Foi então que uma presença familiar e incômoda se agitou no fundo de sua mente. Desta vez, não era um sussurro fantasma, mas uma voz clara, ainda que carregada de uma fadiga profunda.
"Pare de bater a cabeça, seu ser insignificante! Está fazendo cócegas."
— Floquinho! — Peppe quase gritou de alívio. — Você está acordado. Que bom! Preciso de ajuda. Preciso aprender isso tudo em dois dias!
Era uma pilha de pelo menos quarenta livros, tidos como básicos na seção de Tomos Elementares do Piso 1 da Biblioteca. Estavam empoeirados, pois nem mesmo os alunos mais crus da Academia os usavam.
Na realidade, segundo a bibliotecária, faziam dois anos desde que alguém havia procurado naquelas fileiras afastadas do Piso 1.
"Aprender?!" A voz do espírito era carregada de um tédio infinito. "Você não consegue aprender a amarrar os próprios sapatos. Sua mente é um deserto. Seca. Estéril."
— Então me ajuda, caralho! Você é o espírito da Ganância, pô. Deve ter um truque sujo, alguma sacanagem.
Houve uma pausa. Peppe pôde sentir o espírito revirando seus olhos etéreos.

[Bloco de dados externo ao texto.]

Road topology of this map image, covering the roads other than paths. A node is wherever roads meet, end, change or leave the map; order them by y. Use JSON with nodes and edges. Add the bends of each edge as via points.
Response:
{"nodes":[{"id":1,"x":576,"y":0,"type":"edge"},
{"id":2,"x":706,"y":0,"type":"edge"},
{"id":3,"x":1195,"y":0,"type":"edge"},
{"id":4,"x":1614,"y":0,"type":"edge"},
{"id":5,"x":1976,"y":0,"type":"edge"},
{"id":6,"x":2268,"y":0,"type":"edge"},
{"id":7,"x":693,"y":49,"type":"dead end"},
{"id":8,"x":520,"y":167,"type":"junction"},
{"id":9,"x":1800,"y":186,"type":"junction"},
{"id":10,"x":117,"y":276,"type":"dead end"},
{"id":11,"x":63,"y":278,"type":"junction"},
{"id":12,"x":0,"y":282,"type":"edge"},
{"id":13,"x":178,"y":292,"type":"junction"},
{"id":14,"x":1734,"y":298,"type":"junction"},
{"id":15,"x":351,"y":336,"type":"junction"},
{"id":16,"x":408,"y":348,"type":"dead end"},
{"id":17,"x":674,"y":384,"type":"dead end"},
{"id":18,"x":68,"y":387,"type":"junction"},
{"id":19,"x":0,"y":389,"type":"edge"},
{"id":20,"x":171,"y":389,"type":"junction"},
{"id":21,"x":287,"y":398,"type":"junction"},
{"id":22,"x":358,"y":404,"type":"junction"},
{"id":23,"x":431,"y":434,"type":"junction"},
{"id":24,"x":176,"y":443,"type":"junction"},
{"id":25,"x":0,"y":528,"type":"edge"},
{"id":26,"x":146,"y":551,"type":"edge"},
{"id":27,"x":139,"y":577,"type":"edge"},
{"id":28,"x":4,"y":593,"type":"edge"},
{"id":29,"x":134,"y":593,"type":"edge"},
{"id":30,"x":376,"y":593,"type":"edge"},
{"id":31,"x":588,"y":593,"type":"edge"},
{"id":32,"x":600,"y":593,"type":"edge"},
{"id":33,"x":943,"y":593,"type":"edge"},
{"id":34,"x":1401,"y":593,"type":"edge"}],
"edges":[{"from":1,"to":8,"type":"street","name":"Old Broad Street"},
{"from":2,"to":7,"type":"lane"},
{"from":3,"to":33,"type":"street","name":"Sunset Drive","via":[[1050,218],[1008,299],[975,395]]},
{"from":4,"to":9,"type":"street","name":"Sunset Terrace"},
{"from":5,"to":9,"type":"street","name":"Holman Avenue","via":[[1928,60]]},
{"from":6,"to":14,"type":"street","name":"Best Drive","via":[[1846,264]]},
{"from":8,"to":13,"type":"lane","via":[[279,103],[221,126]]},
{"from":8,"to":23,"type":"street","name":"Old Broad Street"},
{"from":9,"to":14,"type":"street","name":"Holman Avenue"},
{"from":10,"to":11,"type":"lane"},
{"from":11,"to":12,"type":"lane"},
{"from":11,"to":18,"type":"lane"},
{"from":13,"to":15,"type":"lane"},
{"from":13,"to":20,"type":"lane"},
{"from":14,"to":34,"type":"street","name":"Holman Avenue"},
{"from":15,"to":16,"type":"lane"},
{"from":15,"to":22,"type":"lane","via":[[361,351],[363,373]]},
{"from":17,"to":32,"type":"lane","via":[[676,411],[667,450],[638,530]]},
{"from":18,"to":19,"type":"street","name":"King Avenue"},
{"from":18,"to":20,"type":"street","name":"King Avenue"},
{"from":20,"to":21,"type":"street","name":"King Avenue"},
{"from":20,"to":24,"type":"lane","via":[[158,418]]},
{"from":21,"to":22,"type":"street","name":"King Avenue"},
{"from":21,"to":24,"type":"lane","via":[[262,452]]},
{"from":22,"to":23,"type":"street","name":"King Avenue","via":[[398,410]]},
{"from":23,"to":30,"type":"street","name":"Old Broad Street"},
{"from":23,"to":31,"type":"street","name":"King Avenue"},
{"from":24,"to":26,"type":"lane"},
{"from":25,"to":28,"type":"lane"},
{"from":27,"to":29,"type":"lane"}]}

"É seu dia de sorte. Existe um atalho. Um atalho... gostoso."
De repente, uma visão brilhante e dourada se impôs na mente de Peppe. Era como um cardápio de um restaurante celestial, mas escrito em uma língua antiga que ele, de alguma forma, entendia perfeitamente: Loja da Ganância.
"Experimente o poder que lhe dei. Hoje, e apenas dessa vez, eu lhe darei um desconto", disse.
Duas opções brilhavam com mais intensidade:
-
Pacote de Conhecimento Arcano Básico. Valor: 20 Almas.
-
Pacote de Conhecimento Alquímico Básico. Valor: 5 Almas.
E então, em letras ainda mais brilhantes, uma promoção reluziu: "Oferta de Inauguração: Conhecimento Completo do Iniciante! Os dois por 25 Almas!"
— Mas, se o preço de uma é vinte, e da outra cinco, vinte e cinco é o preço correto. Não tem promoção nenhuma aí — disse, se sentindo roubado.
"Não discuta com o vendedor, humano. O vendedor tem sempre razão"
— Espera! Esse nem é o problema. Vinte e cinco almas?! — sussurrou, aterrorizado. — Significa que eu teria que ter assassinado vinte e cinco pessoas. Bom, tenho como saber quanto eu tenho?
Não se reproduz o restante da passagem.